Antique Maps of Berkshire, Cheshire, Essex, Norfolk, Shropshire, Staffordshire, Surrey & Sussex
Wenceslas (or Wenzel) Hollar was born on 13th July, 1607 in Prague in the Kingdom of Bohemia.
The Sack of Prague in the Thirty Years’ War ruined the Hollar family and the young Hollar, destined for the law, determined to become an artist.
Some of his earliest works are dated 1625 and 1626. One of them is a copy of a ‘Virgin and Child’ by Dürer, whose influence upon Hollar’s work was always great. In 1627 he moved to the region around Stuttgart; before moving to Straßburg, and then, in 1633, to Cologne.
In 1636 he attracted the notice of the nobleman and art collector Thomas Howard, 21st Earl of Arundel. Employed as a draftsman Hollar travelled with Lord Arundel to Vienna and Prague.
In 1637 he returned with him to England where he remained in the Earl’s household for many years.
Despite being a servant of Lord Arundel, he didn’t work exclusively for him, and after the Earl’s death in Padua in 1646 he earned his living working for various authors and publishers.
He continued to produce works prolifically throughout the English Civil War, but it adversely affected his income. His income fell further as publishers continued to decline his work, and the Royal Court did not purchase his works following the Restoration.
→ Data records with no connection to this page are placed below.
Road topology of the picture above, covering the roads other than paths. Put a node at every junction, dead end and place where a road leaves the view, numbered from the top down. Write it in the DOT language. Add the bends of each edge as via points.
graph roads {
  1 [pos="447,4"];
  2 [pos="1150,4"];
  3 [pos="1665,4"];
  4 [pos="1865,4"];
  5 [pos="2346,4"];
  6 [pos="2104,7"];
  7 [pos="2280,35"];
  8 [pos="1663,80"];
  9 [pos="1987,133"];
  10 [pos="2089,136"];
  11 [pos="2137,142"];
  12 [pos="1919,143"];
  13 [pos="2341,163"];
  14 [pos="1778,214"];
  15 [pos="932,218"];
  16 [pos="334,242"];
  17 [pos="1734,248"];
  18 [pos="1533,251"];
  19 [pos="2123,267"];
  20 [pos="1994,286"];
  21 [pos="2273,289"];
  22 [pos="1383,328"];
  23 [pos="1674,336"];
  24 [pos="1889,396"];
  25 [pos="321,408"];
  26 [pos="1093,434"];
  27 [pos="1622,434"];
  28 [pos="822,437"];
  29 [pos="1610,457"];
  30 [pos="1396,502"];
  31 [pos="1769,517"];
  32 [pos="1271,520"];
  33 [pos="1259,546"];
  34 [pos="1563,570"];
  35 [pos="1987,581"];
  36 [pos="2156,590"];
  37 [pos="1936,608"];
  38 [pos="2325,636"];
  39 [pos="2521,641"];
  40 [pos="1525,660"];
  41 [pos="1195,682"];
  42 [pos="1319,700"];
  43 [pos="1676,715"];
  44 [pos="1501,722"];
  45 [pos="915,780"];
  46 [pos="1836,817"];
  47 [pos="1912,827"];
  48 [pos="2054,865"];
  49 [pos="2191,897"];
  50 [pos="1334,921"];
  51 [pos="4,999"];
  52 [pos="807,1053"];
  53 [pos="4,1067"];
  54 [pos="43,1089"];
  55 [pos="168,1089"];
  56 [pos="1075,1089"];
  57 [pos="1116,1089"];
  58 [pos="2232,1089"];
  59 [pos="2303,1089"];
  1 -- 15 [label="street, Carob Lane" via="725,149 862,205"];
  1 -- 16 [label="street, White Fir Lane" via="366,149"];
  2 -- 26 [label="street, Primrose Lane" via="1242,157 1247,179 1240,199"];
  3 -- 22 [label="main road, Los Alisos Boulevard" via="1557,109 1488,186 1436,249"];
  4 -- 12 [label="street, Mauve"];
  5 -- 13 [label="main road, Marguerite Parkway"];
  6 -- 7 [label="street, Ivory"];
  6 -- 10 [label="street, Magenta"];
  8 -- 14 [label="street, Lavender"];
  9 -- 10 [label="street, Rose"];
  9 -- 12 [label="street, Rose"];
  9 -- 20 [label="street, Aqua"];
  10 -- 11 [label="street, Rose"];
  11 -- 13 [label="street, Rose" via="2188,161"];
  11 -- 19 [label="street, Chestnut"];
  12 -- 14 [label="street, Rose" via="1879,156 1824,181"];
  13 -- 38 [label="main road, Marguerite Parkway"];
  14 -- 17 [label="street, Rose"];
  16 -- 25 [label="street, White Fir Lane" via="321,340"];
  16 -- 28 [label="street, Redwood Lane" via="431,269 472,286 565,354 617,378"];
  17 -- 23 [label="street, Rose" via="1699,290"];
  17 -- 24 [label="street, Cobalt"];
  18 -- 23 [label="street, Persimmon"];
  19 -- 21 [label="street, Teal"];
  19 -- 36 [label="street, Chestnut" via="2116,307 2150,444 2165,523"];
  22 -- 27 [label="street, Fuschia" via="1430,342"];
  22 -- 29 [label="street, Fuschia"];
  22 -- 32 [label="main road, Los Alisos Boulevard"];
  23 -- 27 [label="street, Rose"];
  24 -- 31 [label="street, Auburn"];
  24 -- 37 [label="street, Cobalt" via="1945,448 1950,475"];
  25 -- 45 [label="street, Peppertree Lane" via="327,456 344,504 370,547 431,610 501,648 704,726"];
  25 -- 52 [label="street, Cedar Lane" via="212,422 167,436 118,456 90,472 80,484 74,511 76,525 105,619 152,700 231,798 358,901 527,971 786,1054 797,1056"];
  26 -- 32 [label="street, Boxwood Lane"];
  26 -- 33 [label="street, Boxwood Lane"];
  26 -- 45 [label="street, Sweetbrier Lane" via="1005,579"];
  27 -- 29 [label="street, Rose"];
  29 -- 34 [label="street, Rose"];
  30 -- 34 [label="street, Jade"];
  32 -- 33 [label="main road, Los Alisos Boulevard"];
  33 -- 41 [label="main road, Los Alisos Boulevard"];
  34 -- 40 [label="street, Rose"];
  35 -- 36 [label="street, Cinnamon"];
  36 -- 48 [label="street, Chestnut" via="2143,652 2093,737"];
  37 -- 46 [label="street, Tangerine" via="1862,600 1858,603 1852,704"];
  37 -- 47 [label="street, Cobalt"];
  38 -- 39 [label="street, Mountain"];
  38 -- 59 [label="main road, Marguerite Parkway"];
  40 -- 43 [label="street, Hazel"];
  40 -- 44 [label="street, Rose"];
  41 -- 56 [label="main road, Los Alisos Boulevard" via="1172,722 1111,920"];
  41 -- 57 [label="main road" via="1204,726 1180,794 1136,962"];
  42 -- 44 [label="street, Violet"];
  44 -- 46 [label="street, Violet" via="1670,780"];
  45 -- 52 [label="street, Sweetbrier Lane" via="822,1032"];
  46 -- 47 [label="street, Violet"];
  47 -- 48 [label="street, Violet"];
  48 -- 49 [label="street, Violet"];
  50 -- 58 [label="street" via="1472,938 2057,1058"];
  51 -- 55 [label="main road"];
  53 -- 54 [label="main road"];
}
After the Great Fire of London he produced some of his famous ‘Views of London’ and it may have been the success of these plates which induced the king to send him, in 1668, to Tangier, to draw the town and forts.
During his return to England a desperate and successful engagement was fought by his ship, the Mary Rose, under Captain John Kempthorne, against seven Algerine men-of-war.
He lived eight years after his return, still working for the booksellers, and continuing to produce well-regarded works of heraldry and ‘natural’ subjects, and included a large plate of Edinburgh dated 1670.
He died in extreme poverty, his last recorded words being a request to the bailiffs that they would not carry away the bed on which he was dying.
The maps themselves are fairly basic in their format, indicating mainly the division of the counties into ‘hundreds’
The ‘hundred’ in it’s simplest form is an area of sufficient size and population to provide the Lord of the Manor with one hundred men and boys fit and able to undertake military service.
But under the feudal system manorial lordships were given as favours, gifts or, more simply bribes to the favoured of the King and Court.
It could therefore come about that large chunks of land, formed of numerous ‘hundreds’, could belong to just one individual.
Fate, favour and personal ambition could, and did, interfere with the official line and although private armies and armed citizens were not countenanced there was little that could be done to prevent their formation or upkeep.
I shall be adding further antique maps as I come across them from such artists as John Speed and Charles Cooke from c. 1802-1810 to illustrate a series of small topographical directories.
The Cooke maps were later re-used in 1824 by George Carrington Gray in his ‘New Book of Roads’, which could be purchased with or without the county maps.